Finalmente, Jacobsen
apresenta uma terceira facção, a absolutamente cética, que não acredita e
jamais acreditou (antes mesmo do surgimento da epidemia) sequer na existência
de Deus. Sem vislumbrar qualquer possibilidade de ser poupada da morte, busca
satisfazer todas as fantasias, vícios e desejos, mesmo os mais secretos e
condenáveis, enquanto pode, sem freios de quaisquer espécies e sem medir
conseqüências. Essas pessoas sentem-se condenadas, sem chances de escapar e,
portanto, entendem que não há pior punição do que a morte, e que esta, estão
convictas, ser certa. Vai daí... O enredo imaginado por Jacobsen suscita,
principalmente, reflexões sobre a fragilidade das convicções de determinadas
pessoas e sobre como catástrofes tendem a revelar seu verdadeiro caráter. Tais
indivíduos, observe-se, em condições normais, quase sempre aparentam ser
sóbrios e equilibrados, dotados de sólidos princípios éticos e morais e de bom
senso, mas, em face do perigo, mostram sua real natureza corrupta.
O escritor dinamarquês
escreve, à certa altura: “(...) Um dia, quando já não se sabia o que fazer, do
balcão da Prefeitura, em meio aos sons das trombetas e das buzinas, a Santa
Virgem foi proclamada prefeita da cidade, agora e para sempre. Mas isso não
serviu para nada.

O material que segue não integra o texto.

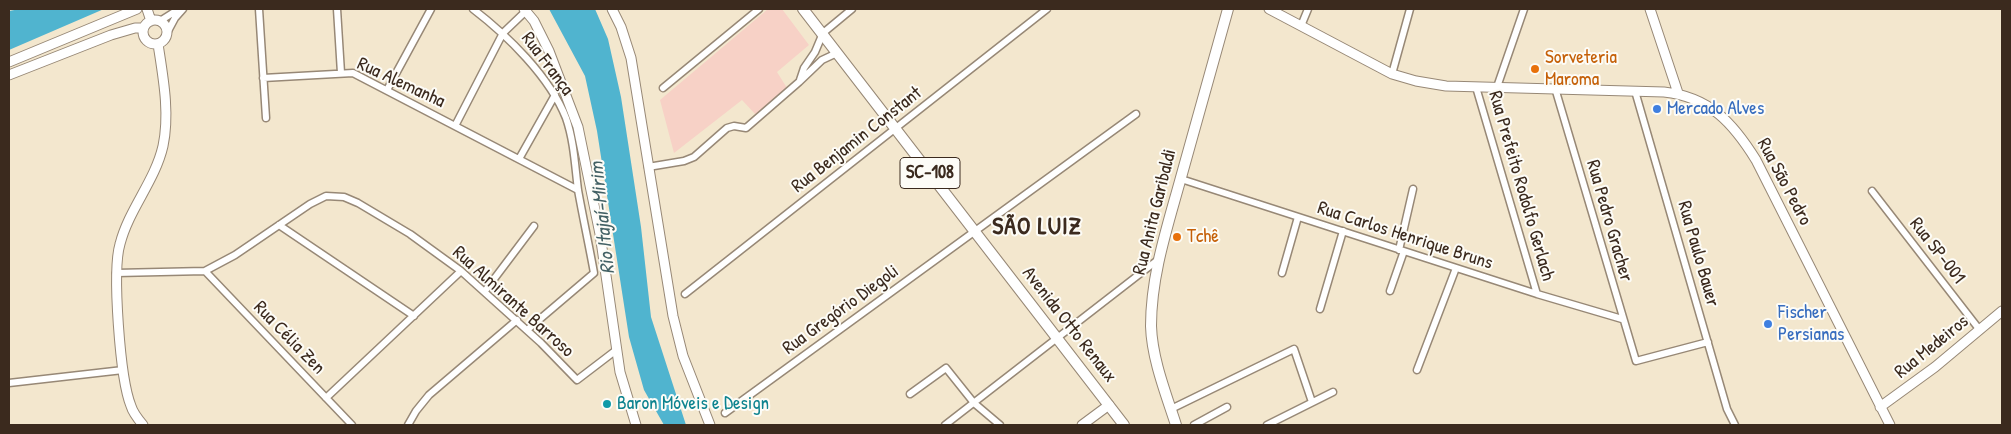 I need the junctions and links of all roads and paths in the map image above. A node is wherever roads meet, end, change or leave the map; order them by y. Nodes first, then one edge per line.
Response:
1 (137, 9) edge
2 (179, 9) edge
3 (184, 9) edge
4 (259, 9) edge
5 (337, 9) edge
6 (431, 9) edge
7 (472, 9) edge
8 (612, 9) edge
9 (759, 9) edge
10 (803, 9) edge
11 (852, 9) edge
12 (1047, 9) edge
13 (1228, 9) edge
14 (1269, 9) edge
15 (1308, 9) edge
16 (1410, 9) edge
17 (1524, 9) edge
18 (1650, 9) edge
19 (525, 10) edge
20 (152, 16) edge
21 (1301, 26) junction
22 (144, 28) junction
23 (167, 33) junction
24 (503, 33) junction
25 (823, 33) junction
26 (158, 44) junction
27 (837, 53) junction
28 (9, 62) edge
29 (341, 73) junction
30 (1392, 74) junction
31 (9, 75) edge
32 (263, 78) junction
33 (799, 82) junction
34 (1476, 87) junction
35 (1497, 87) junction
36 (663, 88) dead end
37 (1554, 88) junction
38 (387, 90) junction
39 (1635, 90) junction
40 (1678, 93) junction
41 (555, 95) junction
42 (1136, 114) dead end
43 (266, 118) dead end
44 (455, 126) junction
45 (896, 128) junction
46 (519, 159) junction
47 (648, 167) junction
48 (1181, 179) junction
49 (1412, 188) dead end
50 (578, 190) junction
51 (1872, 191) dead end
52 (1298, 217) junction
53 (279, 225) junction
54 (534, 226) dead end
55 (975, 231) junction
56 (1343, 232) junction
57 (1401, 250) junction
58 (1160, 258) junction
59 (1456, 268) junction
60 (205, 271) junction
61 (461, 272) junction
62 (116, 273) junction
63 (1282, 274) dead end
64 (485, 291) junction
65 (1390, 291) dead end
66 (685, 294) dead end
67 (1537, 294) junction
68 (1320, 310) dead end
69 (2002, 311) edge
70 (414, 316) junction
71 (1622, 319) junction
72 (517, 320) junction
73 (1979, 329) junction
74 (527, 330) junction
75 (1057, 338) junction
76 (1708, 342) junction
77 (616, 351) junction
78 (123, 370) junction
79 (1417, 370) dead end
80 (9, 383) edge
81 (1333, 392) dead end
82 (910, 394) dead end
83 (326, 398) junction
84 (974, 402) junction
85 (1312, 402) junction
86 (1109, 405) junction
87 (1227, 407) dead end
88 (1880, 407) junction
89 (1171, 409) junction
90 (725, 413) dead end
91 (143, 425) edge
92 (352, 425) edge
93 (408, 425) edge
94 (636, 425) edge
95 (710, 425) edge
96 (945, 425) edge
97 (1000, 425) edge
98 (1082, 425) edge
99 (1124, 425) edge
100 (1176, 425) edge
101 (1194, 425) edge
102 (1267, 425) edge
103 (1735, 425) edge
104 (1890, 425) edge

1 - 28 main road
2 - 20 street
3 - 23 street
4 - 32 street
5 - 29 street
6 - 38 street
7 - 24 street, Rua França
8 - 47 main road
9 - 36 street
10 - 25 main road, Avenida Otto Renaux / SC-108
11 - 25 street
12 - 45 street, Rua Benjamin Constant
13 - 48 main road, Rua Anita Garibaldi
14 - 21 main road, Rua São Pedro
15 - 21 street
16 - 30 street
17 - 35 street
18 - 40 main road
19 - 24 street
19 - 77 main road
20 - 22 main road
20 - 23 main road
21 - 30 main road, Rua São Pedro
22 - 26 main road
22 - 31 main road
23 - 26 main road
24 - 41 street, Rua França
24 - 44 street
25 - 27 main road, Avenida Otto Renaux / SC-108
25 - 33 street
26 - 62 main road
27 - 33 street
27 - 45 main road, Avenida Otto Renaux / SC-108
29 - 32 street, Rua Alemanha
29 - 38 street, Rua Alemanha
30 - 34 main road, Rua São Pedro
32 - 43 street
33 - 47 street
34 - 35 main road, Rua São Pedro
34 - 67 street, Rua Prefeito Rodolfo Gerlach
35 - 37 main road, Rua São Pedro
37 - 39 main road, Rua São Pedro
37 - 71 street, Rua Pedro Gracher
38 - 44 street, Rua Alemanha
39 - 40 main road, Rua São Pedro
39 - 76 street, Rua Paulo Bauer
40 - 88 main road, Rua São Pedro
41 - 46 street
41 - 50 street, Rua França
42 - 55 street, Rua Gregório Diegoli
44 - 46 street, Rua Alemanha
45 - 55 main road, Avenida Otto Renaux / SC-108
45 - 66 street, Rua Benjamin Constant
46 - 50 street, Rua Alemanha
47 - 95 main road
48 - 52 street, Rua Carlos Henrique Bruns
48 - 58 main road, Rua Anita Garibaldi
49 - 57 street
50 - 74 street, Rua França
51 - 73 street, Rua SP-001
52 - 56 street, Rua Carlos Henrique Bruns
52 - 63 street
53 - 60 street, Rua Almirante Barroso
53 - 61 street, Rua Almirante Barroso
53 - 70 street
54 - 64 street
55 - 75 main road, Avenida Otto Renaux / SC-108
55 - 90 street, Rua Gregório Diegoli
56 - 57 street, Rua Carlos Henrique Bruns
56 - 68 street
57 - 59 street, Rua Carlos Henrique Bruns
57 - 65 street
58 - 75 street
58 - 89 main road, Rua Anita Garibaldi
59 - 67 street, Rua Carlos Henrique Bruns
59 - 79 street
60 - 62 street, Rua Almirante Barroso
60 - 83 street, Rua Célia Zen
61 - 64 street, Rua Almirante Barroso
61 - 70 street
62 - 78 main road
64 - 72 street, Rua Almirante Barroso
67 - 71 street, Rua Carlos Henrique Bruns
69 - 73 main road, Rua Medeiros
70 - 83 street
71 - 76 street, Rua Pedro Gracher
72 - 74 street, Rua Almirante Barroso
72 - 93 street
73 - 88 main road, Rua Medeiros
74 - 77 street, Rua Almirante Barroso
75 - 84 street
75 - 86 main road, Avenida Otto Renaux / SC-108
76 - 103 street, Rua Paulo Bauer
77 - 94 main road
78 - 80 street
78 - 91 main road
81 - 85 street
82 - 84 street
83 - 92 street, Rua Célia Zen
84 - 96 street
84 - 97 street
85 - 89 street
85 - 102 street
86 - 98 main road
86 - 99 main road, Avenida Otto Renaux / SC-108
87 - 101 street
88 - 104 main road, Rua São Pedro
89 - 100 main road, Rua Anita Garibaldi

Não havia coisa alguma que pudesse servir naquelas circunstâncias.
E quando as pessoas se deram conta e quando cresceu a crença de que o céu não
queria ou não podia ajudá-las, elas abaixaram os braços que haviam erguido para
saudar a Virgem, dizendo ‘deixemos chegar o que tem que chegar’. Pareceu que o
pecado coletivo brotou de repente de um mal estar secreto e clandestino, até
converter-se numa horrorosa, raivosa praga espiritual que, paralela ao contágio
físico, matava a alma, enquanto a doença devastava o corpo, tão incríveis eram
suas ações e enorme a sua depravação (...)”.
Como se vê, a fé dessa
gente era somente formal. Diluía-se com a rapidez de um raio, com incrível
facilidade, tão logo posta à prova. E Jacobsen prossegue em sua dramática
descrição de como imaginava que seria na prática uma situação como a que propôs
em sua novela: “(...) O ar encheu-se de blasfêmias e de impiedade, com os
gemidos dos glutões e os uivos dos embriagados. A noite mais selvagem não
escondia maior corrupção que a praticada em plena luz do dia (...)”.
Por que Jens Peter
Jacobsen escolheu especificamente Bergamo, cidadezinha medieval italiana, a
cerca de 50 minutos de carro de Milão, para cenário da sua história?
Provavelmente porque ela foi palco, entre os anos de 1629 e 1630, de grave
epidemia de peste bubônica e ele sabia disso. “Mas sua população reagiu da
forma como o escritor dinamarquês descreveu?”, perguntaria o leitor. Alguns,
provavelmente, sim. Talvez – e isso é suposição minha, sem nenhuma base em
qualquer fonte – o que motivou o autor dinamarquês a optar por essa cidadezinha
italiana pode ter sido o fato da população local haver escolhido, por
unanimidade, a Virgem Maria como sua prefeita perpétua para protegê-la da
peste. Como não a protegeu... Bergamo conta, até os dias de hoje, entre seus
preciosos monumentos históricos, com uma suntuosa catedral em homenagem à sua
padroeira: a Basílica de Santa Maria Maggiore, ponto turístico que atrai,
anualmente, visitantes do mundo todo.